Ben non, la condamnation à 3000 € avec sursis prononcée à l’encontre de Cédric Herrou par le Tribunal correctionnel de Nice semble n’avoir pas été suffisante. Elle n’était, aux yeux d’une justice sans âme, qu’une mise en bouche, préalable, on le devine, à d’autres indignes “punitions” censées décourager les plus belles solidarités.
Car que punit-on ?
La fraternité. Ce fut ici-même écrit.
Mais aussi, toute forme de liberté d’entraide.
Toute capacité que nous avons à choisir entre le malheur imposé aux uns et le très relatif petit bonheur que, faisant partie des autres, nous essayons de fabriquer (…aux fins de le partager avec les autres).
Hier, l’engagement humaniste de l’’agriculteur de Breil-sur-Roya (Alpes-Maritimes),
militant de la solidarité et de l’aide aux migrants, dont je parlais dans mon précédent billet,
a été davantage encore méprisé et condamné !
On ne fait pas dans la dentelle quand on prétend avoir raison.
Ce 08 août, la cour d’appel d’Aix-en-Provence a porté à quatre mois de prison avec sursis la peine qu’une société qui se prétend “juste et humaine” estime devoir infliger à un homme qui – n’acceptant pas la souffrance d’hommes, de femmes, d’enfants venus d’ailleurs – vient à leur secours.
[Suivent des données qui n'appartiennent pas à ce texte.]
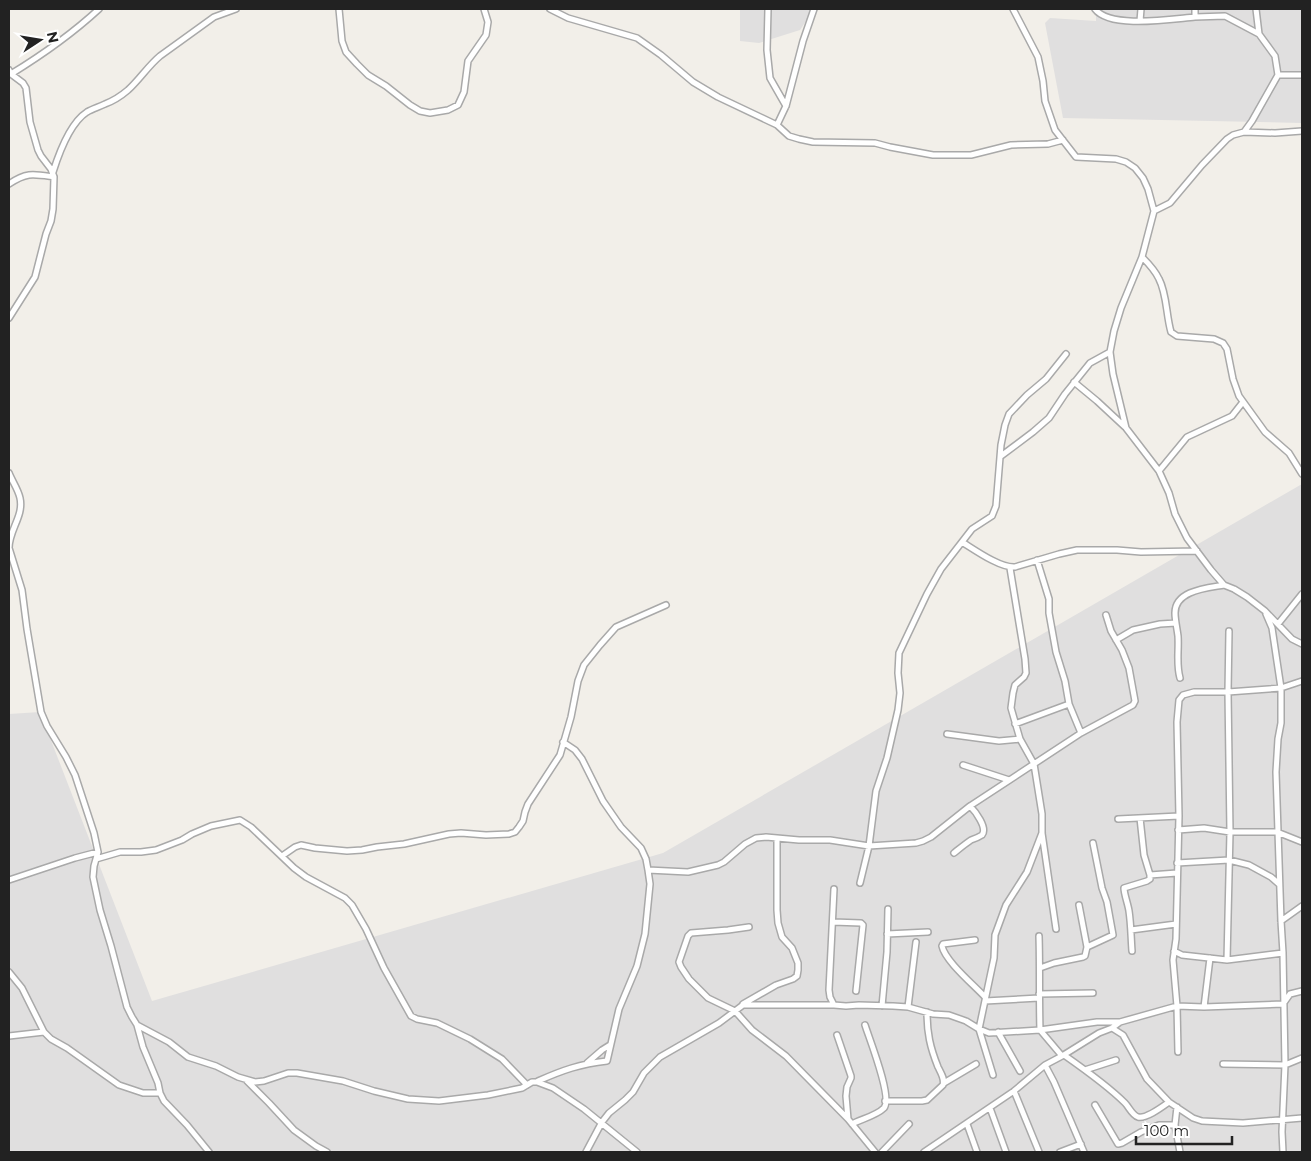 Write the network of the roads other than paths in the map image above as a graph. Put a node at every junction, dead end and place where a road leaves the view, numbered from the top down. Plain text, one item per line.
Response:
1 (99, 9) edge
2 (236, 9) edge
3 (339, 9) edge
4 (484, 9) edge
5 (550, 9) edge
6 (768, 9) edge
7 (814, 9) edge
8 (1013, 9) edge
9 (1096, 9) edge
10 (1141, 9) edge
11 (1195, 9) edge
12 (1256, 9) edge
13 (1194, 17) junction
14 (1140, 21) junction
15 (1259, 34) junction
16 (10, 72) edge
17 (1278, 75) junction
18 (1302, 75) edge
19 (786, 106) junction
20 (777, 125) junction
21 (1302, 131) edge
22 (1244, 132) junction
23 (1063, 140) junction
24 (53, 175) junction
25 (9, 184) edge
26 (1154, 211) junction
27 (1142, 257) junction
28 (9, 318) edge
29 (1110, 352) junction
30 (1066, 354) dead end
31 (1074, 382) junction
32 (1243, 402) junction
33 (1126, 428) junction
34 (1000, 456) junction
35 (1159, 471) junction
36 (9, 473) edge
37 (1302, 474) edge
38 (962, 542) junction
39 (1196, 551) junction
40 (1037, 560) junction
41 (1010, 568) junction
42 (1224, 585) junction
43 (1302, 594) edge
44 (666, 606) dead end
45 (1265, 611) junction
46 (1106, 615) dead end
47 (1176, 623) junction
48 (1278, 624) junction
49 (1229, 631) dead end
50 (1116, 640) junction
51 (1302, 644) edge
52 (1180, 678) dead end
53 (1302, 681) edge
54 (1281, 688) junction
55 (1228, 692) junction
56 (1070, 704) junction
57 (1015, 724) junction
58 (1081, 733) junction
59 (947, 734) dead end
60 (1020, 739) junction
61 (563, 742) junction
62 (1034, 764) junction
63 (963, 765) dead end
64 (1009, 780) junction
65 (970, 806) junction
66 (1179, 816) junction
67 (1140, 818) junction
68 (1118, 819) dead end
69 (1178, 830) junction
70 (1230, 832) junction
71 (1278, 832) junction
72 (1042, 833) junction
73 (777, 838) junction
74 (1302, 842) edge
75 (1093, 843) dead end
76 (869, 846) junction
77 (98, 852) junction
78 (954, 853) dead end
79 (282, 856) junction
80 (96, 859) junction
81 (1229, 860) junction
82 (1177, 863) junction
83 (648, 870) junction
84 (1177, 874) junction
85 (1150, 875) junction
86 (9, 880) edge
87 (860, 883) dead end
88 (1279, 884) junction
89 (834, 889) dead end
90 (1078, 905) dead end
91 (1302, 906) edge
92 (888, 909) dead end
93 (1280, 920) junction
94 (833, 922) junction
95 (1176, 924) junction
96 (749, 927) dead end
97 (1056, 929) dead end
98 (1131, 930) junction
99 (928, 932) dead end
100 (887, 934) junction
101 (1039, 936) dead end
102 (975, 940) dead end
103 (916, 942) dead end
104 (1087, 947) junction
105 (1132, 951) dead end
106 (1174, 951) junction
107 (1283, 953) junction
108 (1210, 958) junction
109 (1228, 960) junction
110 (1040, 968) junction
111 (9, 972) edge
112 (856, 991) dead end
113 (1302, 991) edge
114 (1093, 993) dead end
115 (1039, 996) junction
116 (985, 999) junction
117 (743, 1004) junction
118 (1283, 1004) junction
119 (834, 1005) junction
120 (882, 1006) junction
121 (1177, 1006) junction
122 (1204, 1006) junction
123 (908, 1007) junction
124 (735, 1012) junction
125 (927, 1012) junction
126 (1120, 1022) junction
127 (137, 1025) junction
128 (865, 1025) dead end
129 (1112, 1028) junction
130 (979, 1030) junction
131 (1040, 1030) junction
132 (44, 1032) junction
133 (998, 1032) junction
134 (837, 1035) dead end
135 (9, 1036) edge
136 (610, 1045) junction
137 (1178, 1052) dead end
138 (1063, 1056) junction
139 (1302, 1058) edge
140 (1116, 1060) dead end
141 (587, 1064) junction
142 (976, 1064) dead end
143 (1223, 1064) dead end
144 (1285, 1064) junction
145 (1045, 1065) junction
146 (1086, 1070) junction
147 (1020, 1071) dead end
148 (993, 1075) dead end
149 (246, 1080) junction
150 (537, 1082) junction
151 (944, 1083) junction
152 (527, 1085) junction
153 (1014, 1091) junction
154 (160, 1094) junction
155 (886, 1101) junction
156 (1169, 1102) junction
157 (1095, 1105) dead end
158 (1176, 1106) junction
159 (990, 1108) junction
160 (1302, 1118) edge
161 (1282, 1120) junction
162 (850, 1121) junction
163 (602, 1122) junction
164 (909, 1124) dead end
165 (967, 1124) junction
166 (1175, 1125) junction
167 (1081, 1144) junction
168 (209, 1152) edge
169 (327, 1152) edge
170 (586, 1152) edge
171 (637, 1152) edge
172 (875, 1152) edge
173 (882, 1152) edge
174 (924, 1152) edge
175 (977, 1152) edge
176 (1006, 1152) edge
177 (1039, 1152) edge
178 (1060, 1152) edge
179 (1084, 1152) edge
180 (1180, 1152) edge
181 (1283, 1152) edge

1 - 16 street
2 - 24 street
3 - 4 street
5 - 20 street
6 - 19 street
7 - 19 street
8 - 23 street
9 - 14 street
10 - 14 street
11 - 13 street
12 - 15 street
13 - 14 street
13 - 15 street
15 - 17 street
16 - 24 street
17 - 18 street
17 - 22 street
19 - 20 street
20 - 23 street
21 - 22 street
22 - 26 street
23 - 26 street
24 - 25 street
24 - 28 street
26 - 27 street
27 - 29 street
27 - 32 street
29 - 31 street
29 - 33 street
30 - 34 street
31 - 33 street
31 - 34 street
32 - 35 street
32 - 37 street
33 - 35 street
34 - 38 street
35 - 39 street
36 - 77 street
38 - 41 street
38 - 76 street
39 - 40 street
39 - 42 street
40 - 41 street
40 - 56 street
41 - 57 street
42 - 45 street
42 - 47 street
43 - 48 street
44 - 61 street
45 - 48 street
45 - 54 street
46 - 50 street
47 - 50 street
47 - 52 street
48 - 51 street
49 - 55 street
50 - 58 street
53 - 54 street
54 - 55 street
54 - 71 street
55 - 66 street
55 - 70 street
56 - 57 street
56 - 58 street
57 - 60 street
58 - 62 street
59 - 60 street
60 - 62 street
61 - 79 street
61 - 83 street
62 - 64 street
62 - 72 street
63 - 64 street
64 - 65 street
65 - 76 street
65 - 78 street
66 - 67 street
66 - 69 street
67 - 68 street
67 - 85 street
69 - 70 street
69 - 82 street
70 - 71 street
70 - 81 street
71 - 74 street
71 - 88 street
72 - 97 street
72 - 116 street
73 - 76 street
73 - 83 street
73 - 117 street
75 - 104 street
76 - 87 street
77 - 80 street
77 - 86 street
79 - 80 street
79 - 152 street
80 - 127 street
81 - 82 street
81 - 88 street
81 - 109 street
82 - 84 street
83 - 136 street
84 - 85 street
84 - 95 street
85 - 98 street
88 - 93 street
89 - 94 street
90 - 104 street
91 - 93 street
92 - 100 street
93 - 107 street
94 - 112 street
94 - 119 street
95 - 98 street
95 - 106 street
96 - 124 street
98 - 105 street
99 - 100 street
100 - 120 street
101 - 110 street
102 - 116 street
103 - 123 street
104 - 110 street
106 - 108 street
106 - 121 street
107 - 109 street
107 - 118 street
108 - 109 street
108 - 122 street
110 - 115 street
111 - 132 street
113 - 118 street
114 - 115 street
115 - 116 street
115 - 131 street
116 - 130 street
117 - 119 street
117 - 124 street
118 - 122 street
118 - 144 street
119 - 120 street
120 - 123 street
121 - 122 street
121 - 126 street
121 - 137 street
123 - 125 street
124 - 162 street
124 - 163 street
125 - 130 street
125 - 151 street
126 - 129 street
126 - 131 street
127 - 149 street
127 - 154 street
128 - 155 street
129 - 138 street
129 - 156 street
130 - 133 street
130 - 148 street
131 - 133 street
131 - 138 street
132 - 135 street
132 - 154 street
133 - 147 street
134 - 162 street
136 - 141 street
136 - 141 street
138 - 145 street
138 - 146 street
139 - 144 street
140 - 146 street
141 - 150 street
142 - 151 street
143 - 144 street
144 - 161 street
145 - 153 street
145 - 167 street
146 - 156 street
149 - 152 street
149 - 169 street
150 - 152 street
150 - 163 street
151 - 155 street
153 - 159 street
153 - 177 street
154 - 168 street
155 - 162 street
156 - 158 street
157 - 166 street
158 - 161 street
158 - 166 street
159 - 165 street
159 - 176 street
160 - 161 street
161 - 181 street
162 - 172 street
163 - 170 street
163 - 171 street
164 - 173 street
165 - 174 street
165 - 175 street
166 - 180 street
167 - 178 street
167 - 179 street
Le pouvoir a fait vœux que le malheur ne se voie pas. Quitte à l’enfermer ?
HONTE !
J’ai continué la lecture, ce matin, d’un petit livre de Henry David Thoreau (1817-1862) :
La Désobéissance civile *.J’y ai trouvé ces lignes qui font écho à tes derniers articles sur ton blog, et j’ai pensé que peut-être, elles t’intéresseraient.“Cela fait six ans que je ne paie pas la Poll Tax. On m’a mis en prison pour cela, une fois, pour une nuit. Et, alors que je contemplais les murs de pierre massifs de deux ou trois pieds d’épaisseur, la porte de bois et d’acier d’un pied d’épaisseur, et les barreaux de fer qui filtraient la lumière, je ne pus m’empêcher d’être frappé par la vanité de cette institution qui me traitait comme si je n’étais fait que de chair, d’os et de sang qu’on pouvait enfermer. Je m’étonnais du fait que cette institution ait pu conclure, au terme de sa réflexion, que c’était là le meilleur usage qu’elle pouvait faire de moi, et qu’elle n’ait jamais pensé user de mes services en aucune autre manière. Je vis que, s’il y avait un mur de pierres entre moi et mes concitoyens, un autre se dressait devant eux, encore plus difficile à franchir, avant qu’ils puissent être aussi libres que je l’étais. À aucun moment je ne me sentis enfermé, et les murs me semblaient un vaste gâchis de pierre et de ciment. J’avais l’impression d’être le seul de tous mes concitoyens à m’être acquitté de mon impôt. À l’évidence ils ne savaient pas comment me traiter et se comportaient comme des gens mal élevés. (…)”En lisant ces mots je pense à Cédric Herrou et à ceux qui, comme lui, agissent pour ce qui leur semble être juste. Je réalise en lisant Thoreau que leur force est double, car non seulement ils s’opposent au gouvernement et dénoncent ses manquements par une contestation pacifique et réfléchie, qui ne peut que pousser d’autres hommes à réfléchir à leur tour, mais aussi ils agissent dans le respect de leurs valeurs profondes, d’une humanité fondamentale, et par là ils se respectent eux-même (“Il me coûte moins à tout point de vue de subir le châtiment encouru pour avoir désobéi à l’État qu’il m’eût couté d’y obéir. Dans ce dernier cas, je ne pourrais que me sentir misérable.” Du même Thoreau).Voilà, petite réflexion du matin, que j’avais envie de partager avec toi…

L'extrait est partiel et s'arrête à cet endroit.